A lot of American debt is owed to Chinese creditors. And when you consider a lot of companies in the US depend on China for cheap labor and products, it's pretty easy to see how China could put a huge dent into our economy.

That being said, China needs us about as much as we need them, and hurting us would hurt them in the long term. But still, it's unnerving to think about how much power China has over our economy.

Cry Havoc
07-30-2008, 03:43 PM
We should be worried about China not because they could take over the no 1 spot in the world economy, but because they have the power to bring us down.

A lot of American debt is owed to Chinese creditors. And when you consider a lot of companies in the US depend on China for cheap labor and products, it's pretty easy to see how China could put a huge dent into our economy.

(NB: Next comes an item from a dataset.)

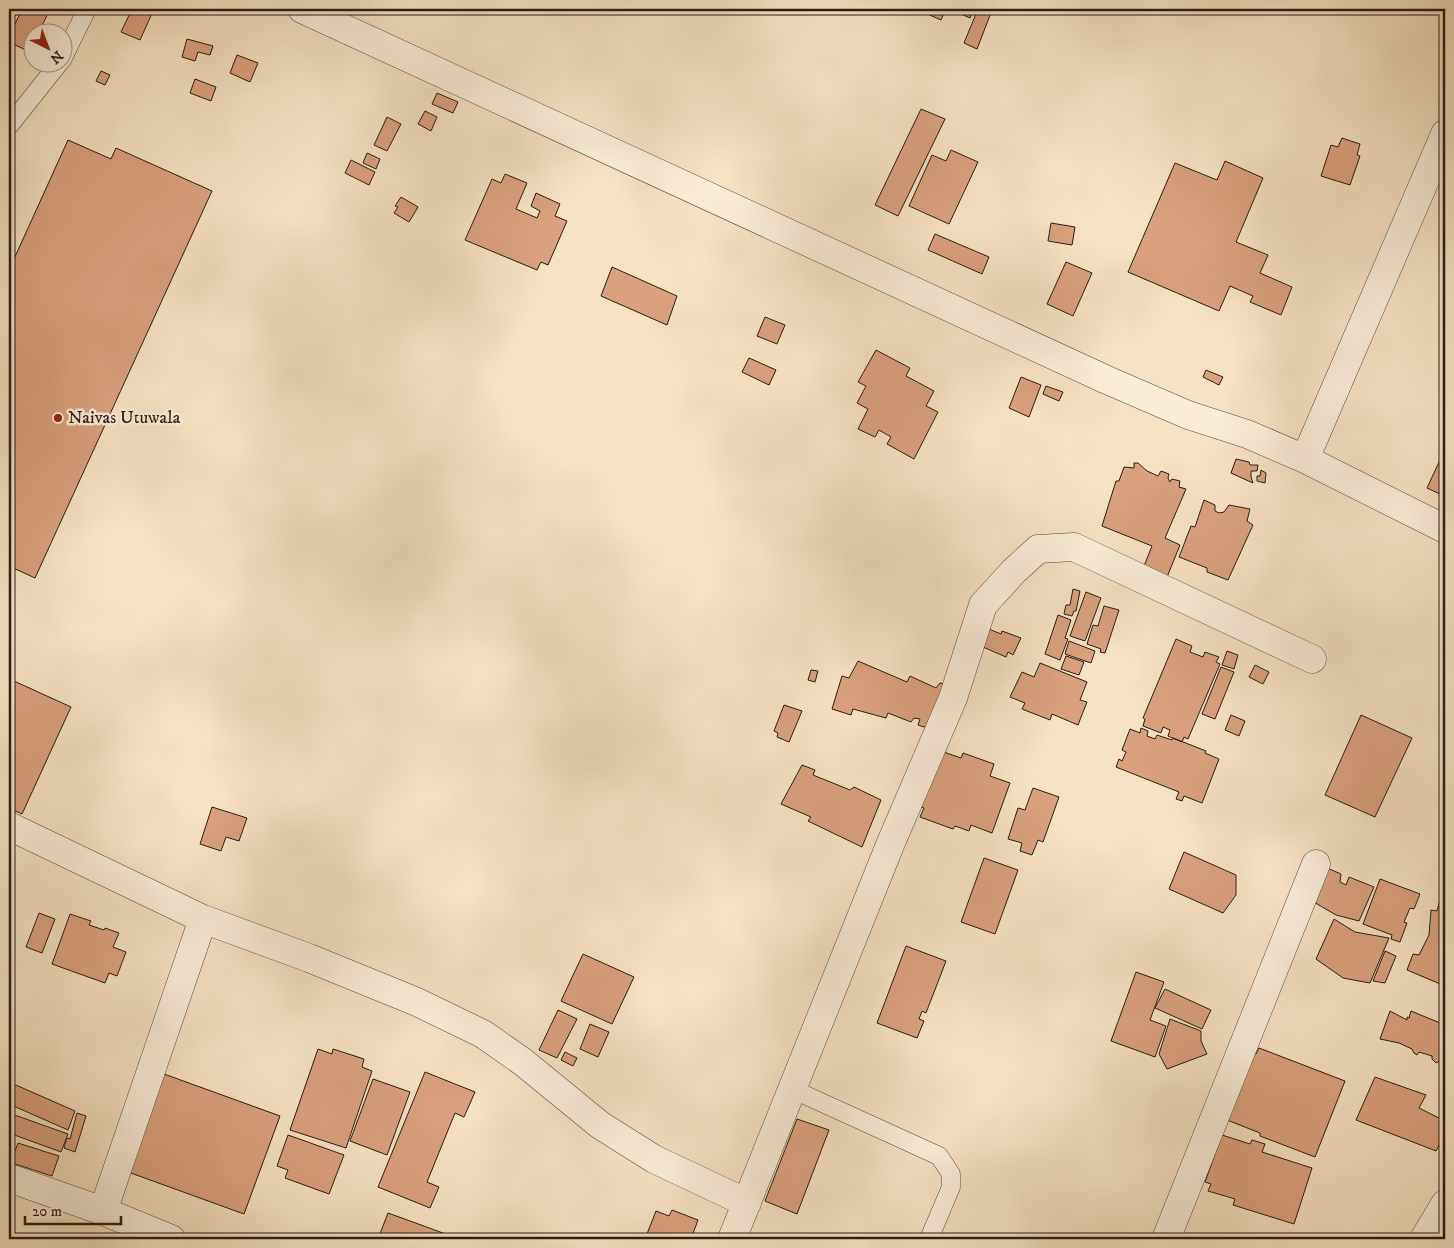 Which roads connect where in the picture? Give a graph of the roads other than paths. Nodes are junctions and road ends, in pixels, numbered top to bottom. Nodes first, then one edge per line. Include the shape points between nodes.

That being said, China needs us about as much as we need them, and hurting us would hurt them in the long term. But still, it's unnerving to think about how much power China has over our economy.

Welcome to the world post-NAFTA economy. If the Prime Minister of Congo sneezes and wrenches a muscle in his back, it might hurt the confidence in sales of ore to Japan, which depresses their computer industry and in-turn makes their currency drop off. This, of course, makes their cars cheaper to buy here, so Ford and GM end up taking a hurt because Gizenga ate a burrito too quickly.